The jobs report on Friday blew it out of the water, with nonfarm-payrolls expanding by 528,000 in July, more than double expectations of a 250,000 increase. The unemployment rate fell to a further 3.5%, marking its lowest level since 1969, while average hourly earnings grew at 5.2% Y/Y. That data doesn’t look too consistent with the last two quarters of economic contraction, and indeed, it has sparked “recession” talk once again ahead of the CPI report on Wednesday.

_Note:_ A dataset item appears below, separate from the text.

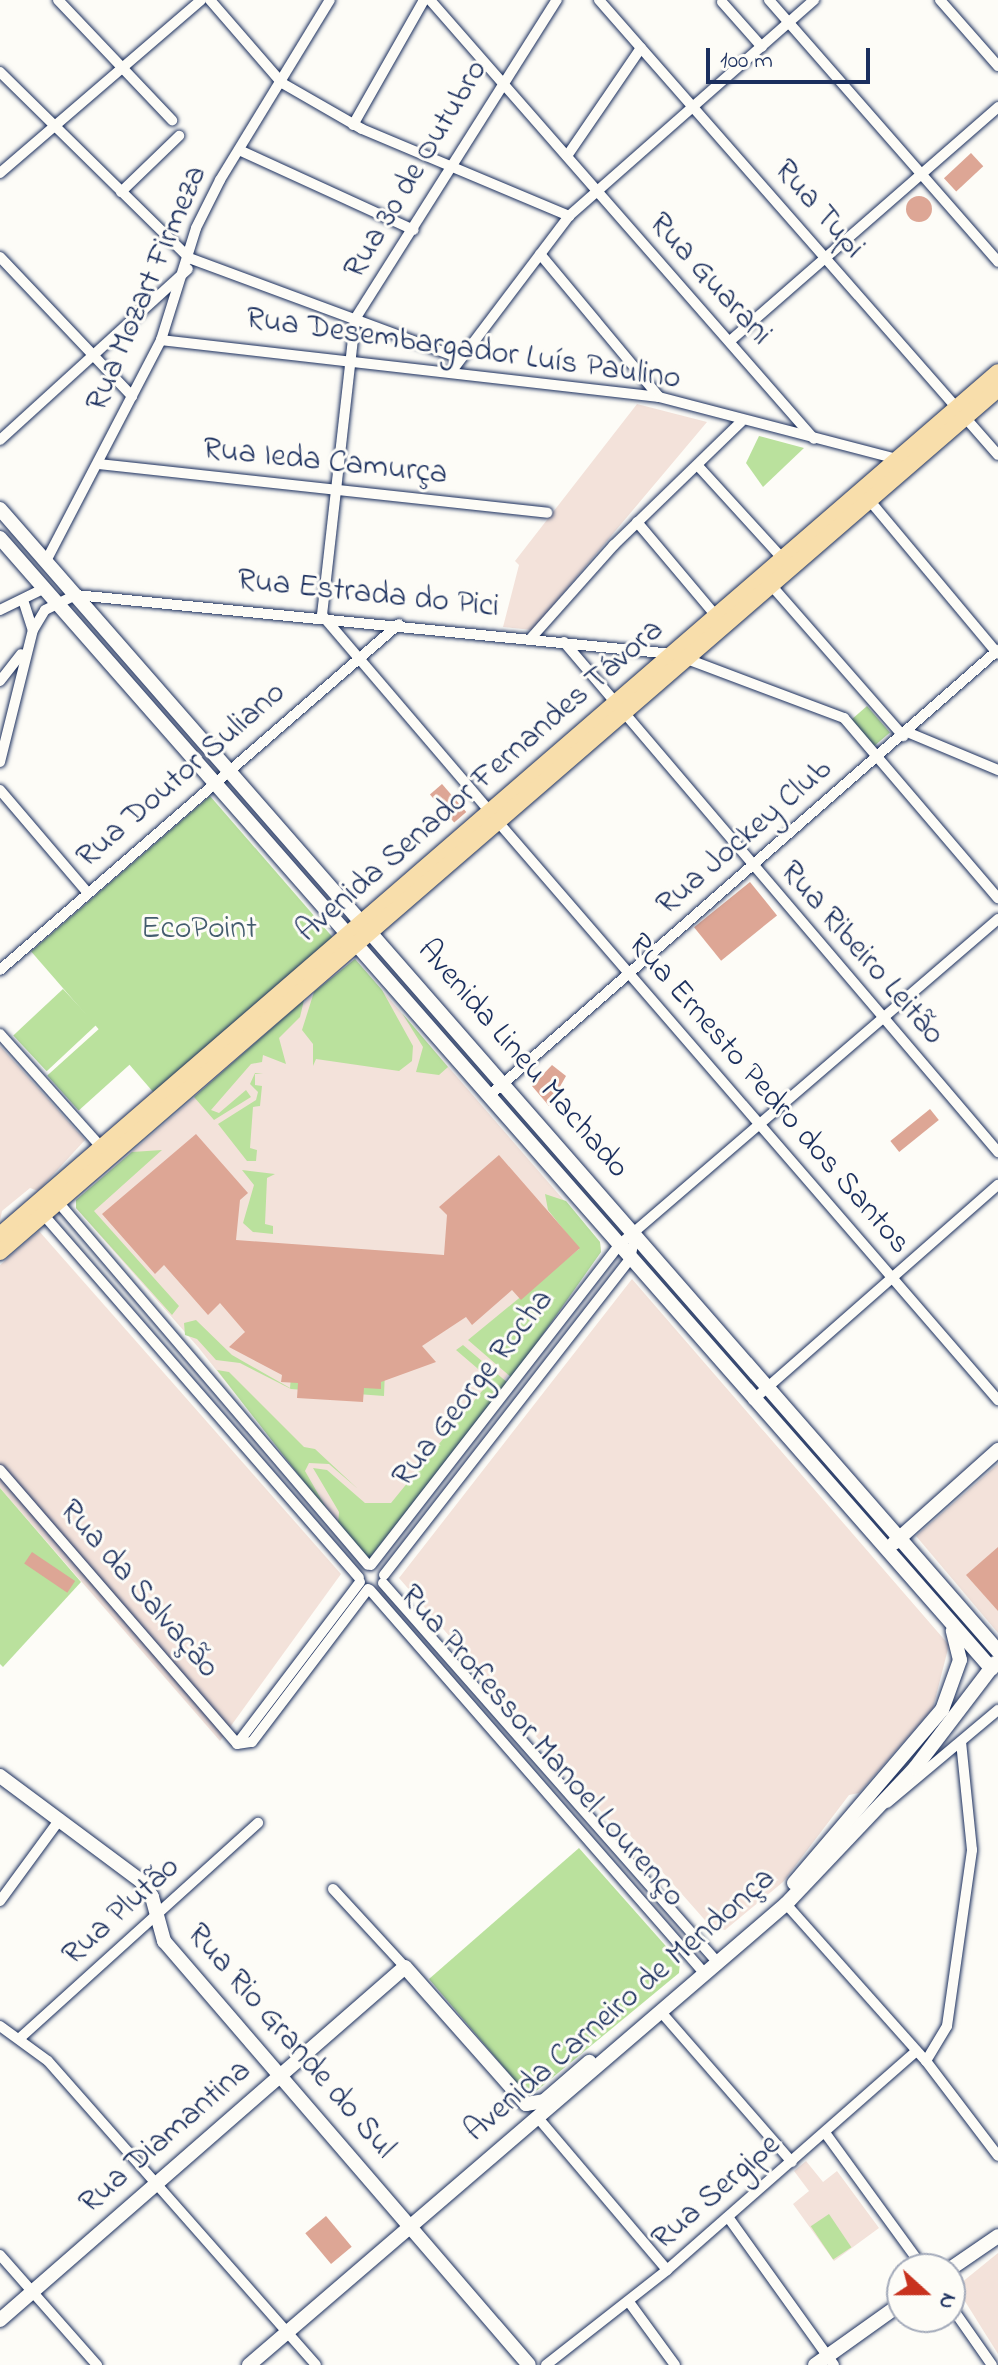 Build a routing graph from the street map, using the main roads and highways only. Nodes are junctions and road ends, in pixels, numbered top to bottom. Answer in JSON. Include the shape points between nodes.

While stocks traded mixed on the news, the 2y10y yield curve inverted by the highest margin since the dot-com crash. The thinking here is that the job gains will give the Fed more room to tighten, especially as accelerated wages intensify a threat of more entrenched inflation. The central bank is also trying to restrict monetary policy without negative consequences for the consumer and economy, but the recent figures could complicate its efforts of engineering a more temperate employment environment.

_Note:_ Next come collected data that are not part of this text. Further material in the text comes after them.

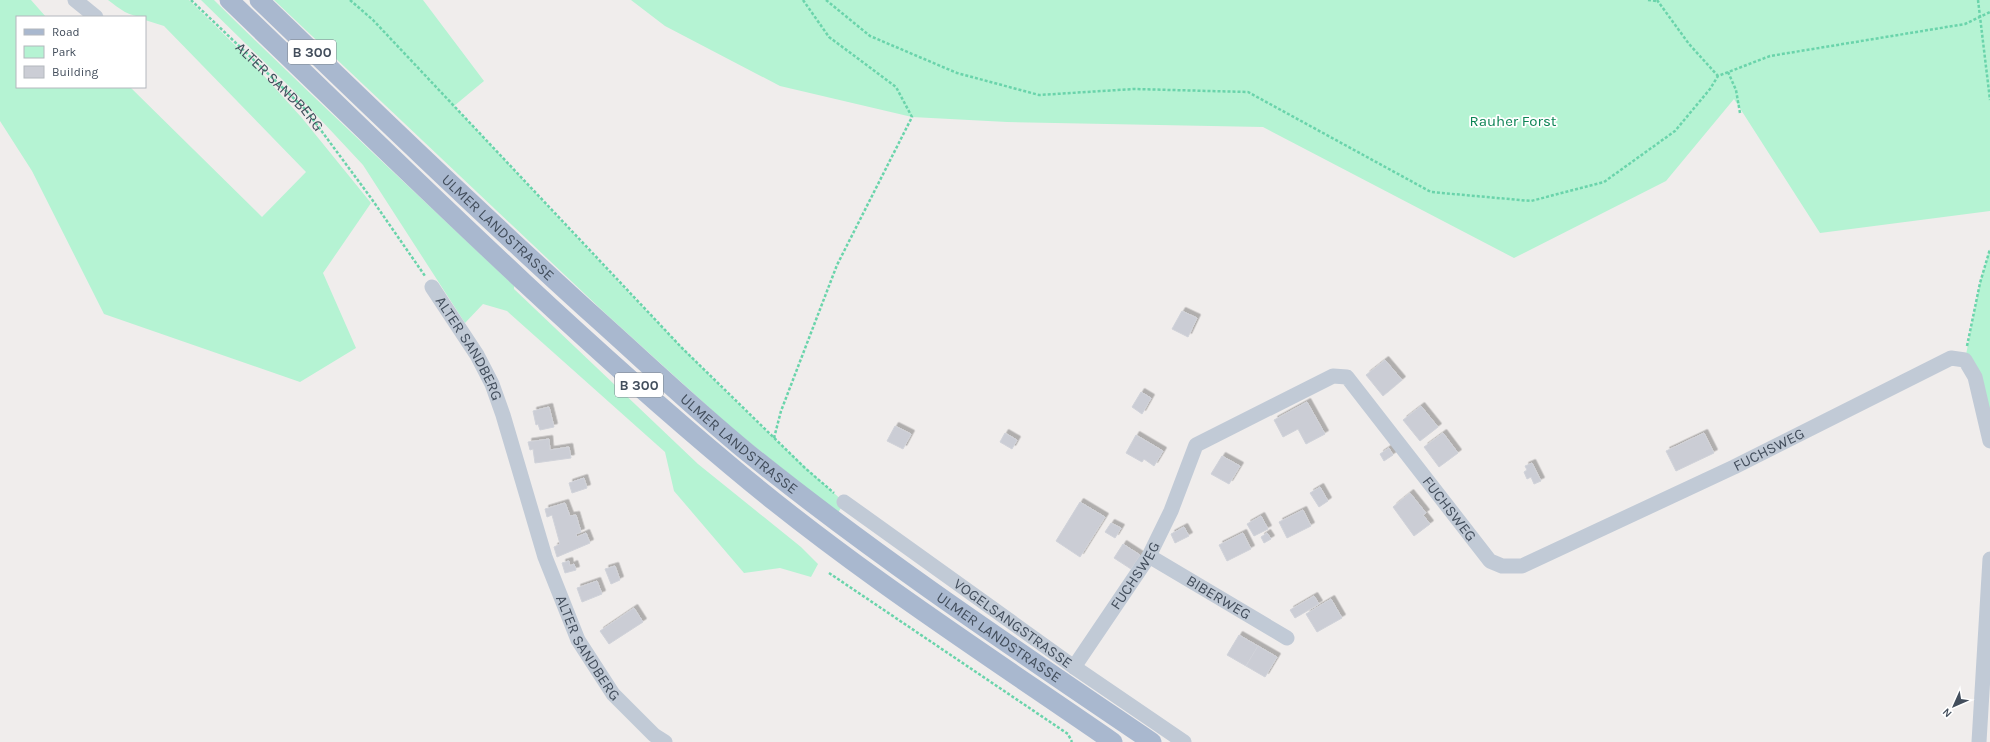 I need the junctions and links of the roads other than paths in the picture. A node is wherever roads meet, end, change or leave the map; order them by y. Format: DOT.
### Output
graph roads {
  1 [pos="75,0"];
  2 [pos="229,0"];
  3 [pos="259,0"];
  4 [pos="95,16"];
  5 [pos="432,287"];
  6 [pos="1990,442"];
  7 [pos="844,502"];
  8 [pos="1149,556"];
  9 [pos="1990,559"];
  10 [pos="1287,638"];
  11 [pos="1987,642"];
  12 [pos="1074,667"];
  13 [pos="665,742"];
  14 [pos="1113,742"];
  15 [pos="1152,742"];
  16 [pos="1184,742"];
  17 [pos="1979,742"];
  1 -- 4 [label="street"];
  2 -- 14 [label="main road, ULMER LANDSTRASSE / B 300"];
  3 -- 15 [label="main road, ULMER LANDSTRASSE / B 300"];
  5 -- 13 [label="street, ALTER SANDBERG"];
  6 -- 8 [label="street, FUCHSWEG"];
  7 -- 12 [label="street, VOGELSANGSTRASSE"];
  8 -- 10 [label="street, BIBERWEG"];
  8 -- 12 [label="street, FUCHSWEG"];
  9 -- 11 [label="street"];
  11 -- 17 [label="street"];
  12 -- 16 [label="street, VOGELSANGSTRASSE"];
}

“Jobs haven’t slowed at all in response to Federal Reserve tightening. This is a double-edged sword,” wrote Michael Gapen, chief U.S. economist at Bank of America. While the odds of a “near-term recession is lower… the risk of a hard landing is rising.”
Statistics: Traders now see a 68.5% chance of a third 75-basis-point move in September, according to the CME Group’s FedWatch tool that measures pricing in the fed funds futures markets.